Doch es kam anders. Noch ehe das Ende des weltweit größten Rückbauprojekts – fünf Reaktoren in Greifswald-Lubmin, einer in Rheinsberg – nahe ist, hat sich das Unternehmen zu einem gefragten Dienstleister gewandelt. Denn auch an anderen Orten Europas müssen zunehmend Atomanlagen abgerissen und verschrottet werden; schließlich gibt es rund sechs Jahrzehnte nach dem Beginn der zivilen Kernspaltung zunehmend Altreaktoren.

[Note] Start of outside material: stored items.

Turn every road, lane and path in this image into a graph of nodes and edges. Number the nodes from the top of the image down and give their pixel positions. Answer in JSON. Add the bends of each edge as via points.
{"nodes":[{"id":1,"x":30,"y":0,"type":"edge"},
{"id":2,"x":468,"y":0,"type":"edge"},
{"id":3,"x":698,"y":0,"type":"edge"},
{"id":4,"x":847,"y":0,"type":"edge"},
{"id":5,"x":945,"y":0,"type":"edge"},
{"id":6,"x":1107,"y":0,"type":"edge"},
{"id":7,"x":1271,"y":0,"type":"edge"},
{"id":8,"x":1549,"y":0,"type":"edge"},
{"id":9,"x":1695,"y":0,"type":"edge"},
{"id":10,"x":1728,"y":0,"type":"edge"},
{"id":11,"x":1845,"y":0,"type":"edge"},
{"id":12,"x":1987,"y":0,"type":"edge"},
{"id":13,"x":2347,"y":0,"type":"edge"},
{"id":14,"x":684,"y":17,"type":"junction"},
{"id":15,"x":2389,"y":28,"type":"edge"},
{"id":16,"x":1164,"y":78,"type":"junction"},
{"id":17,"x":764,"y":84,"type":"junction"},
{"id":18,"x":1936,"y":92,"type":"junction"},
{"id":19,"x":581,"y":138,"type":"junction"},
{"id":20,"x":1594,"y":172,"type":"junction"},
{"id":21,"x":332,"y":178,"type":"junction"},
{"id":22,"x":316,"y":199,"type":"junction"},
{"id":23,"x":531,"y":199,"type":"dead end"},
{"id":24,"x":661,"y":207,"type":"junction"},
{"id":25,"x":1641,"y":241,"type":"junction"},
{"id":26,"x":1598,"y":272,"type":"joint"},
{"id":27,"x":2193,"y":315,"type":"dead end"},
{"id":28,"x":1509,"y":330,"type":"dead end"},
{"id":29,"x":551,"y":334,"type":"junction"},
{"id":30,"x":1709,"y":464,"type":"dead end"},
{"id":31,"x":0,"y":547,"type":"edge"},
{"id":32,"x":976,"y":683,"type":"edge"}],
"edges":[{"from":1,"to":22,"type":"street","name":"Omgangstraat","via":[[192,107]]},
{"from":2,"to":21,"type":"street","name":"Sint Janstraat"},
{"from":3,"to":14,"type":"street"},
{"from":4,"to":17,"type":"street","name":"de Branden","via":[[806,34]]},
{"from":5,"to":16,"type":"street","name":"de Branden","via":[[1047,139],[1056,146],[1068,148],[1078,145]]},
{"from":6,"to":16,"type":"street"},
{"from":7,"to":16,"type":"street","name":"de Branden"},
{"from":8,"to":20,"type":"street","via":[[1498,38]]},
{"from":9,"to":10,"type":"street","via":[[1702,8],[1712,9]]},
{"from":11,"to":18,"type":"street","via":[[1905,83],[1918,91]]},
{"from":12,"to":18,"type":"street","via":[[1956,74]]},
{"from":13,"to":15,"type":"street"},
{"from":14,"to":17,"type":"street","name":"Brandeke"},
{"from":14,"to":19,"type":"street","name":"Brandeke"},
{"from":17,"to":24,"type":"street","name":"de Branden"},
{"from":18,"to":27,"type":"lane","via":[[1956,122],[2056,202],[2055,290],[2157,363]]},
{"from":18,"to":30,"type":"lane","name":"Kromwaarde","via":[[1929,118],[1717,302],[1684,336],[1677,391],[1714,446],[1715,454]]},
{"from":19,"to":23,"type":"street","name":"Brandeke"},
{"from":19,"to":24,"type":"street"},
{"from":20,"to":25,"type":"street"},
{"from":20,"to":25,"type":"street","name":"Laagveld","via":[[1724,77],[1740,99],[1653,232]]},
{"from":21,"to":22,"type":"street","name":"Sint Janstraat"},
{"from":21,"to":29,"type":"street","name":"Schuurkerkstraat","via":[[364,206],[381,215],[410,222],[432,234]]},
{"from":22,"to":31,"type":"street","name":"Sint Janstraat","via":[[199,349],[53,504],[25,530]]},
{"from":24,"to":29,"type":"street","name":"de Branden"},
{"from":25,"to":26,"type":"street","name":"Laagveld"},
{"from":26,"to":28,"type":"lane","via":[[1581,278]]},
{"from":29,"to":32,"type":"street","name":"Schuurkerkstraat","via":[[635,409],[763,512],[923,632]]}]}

Also wurde der Beschluss zur stillen Liquidation der EWN im Mai 2009 aufgehoben. Obwohl auch heute noch das Bundesfinanzministerium einziger Gesellschafter der Firma ist, agiert sie inzwischen auch privatwirtschaftlich am Markt. „Wir verdienen jetzt Steuergelder zurück“, heißt es in der Firma.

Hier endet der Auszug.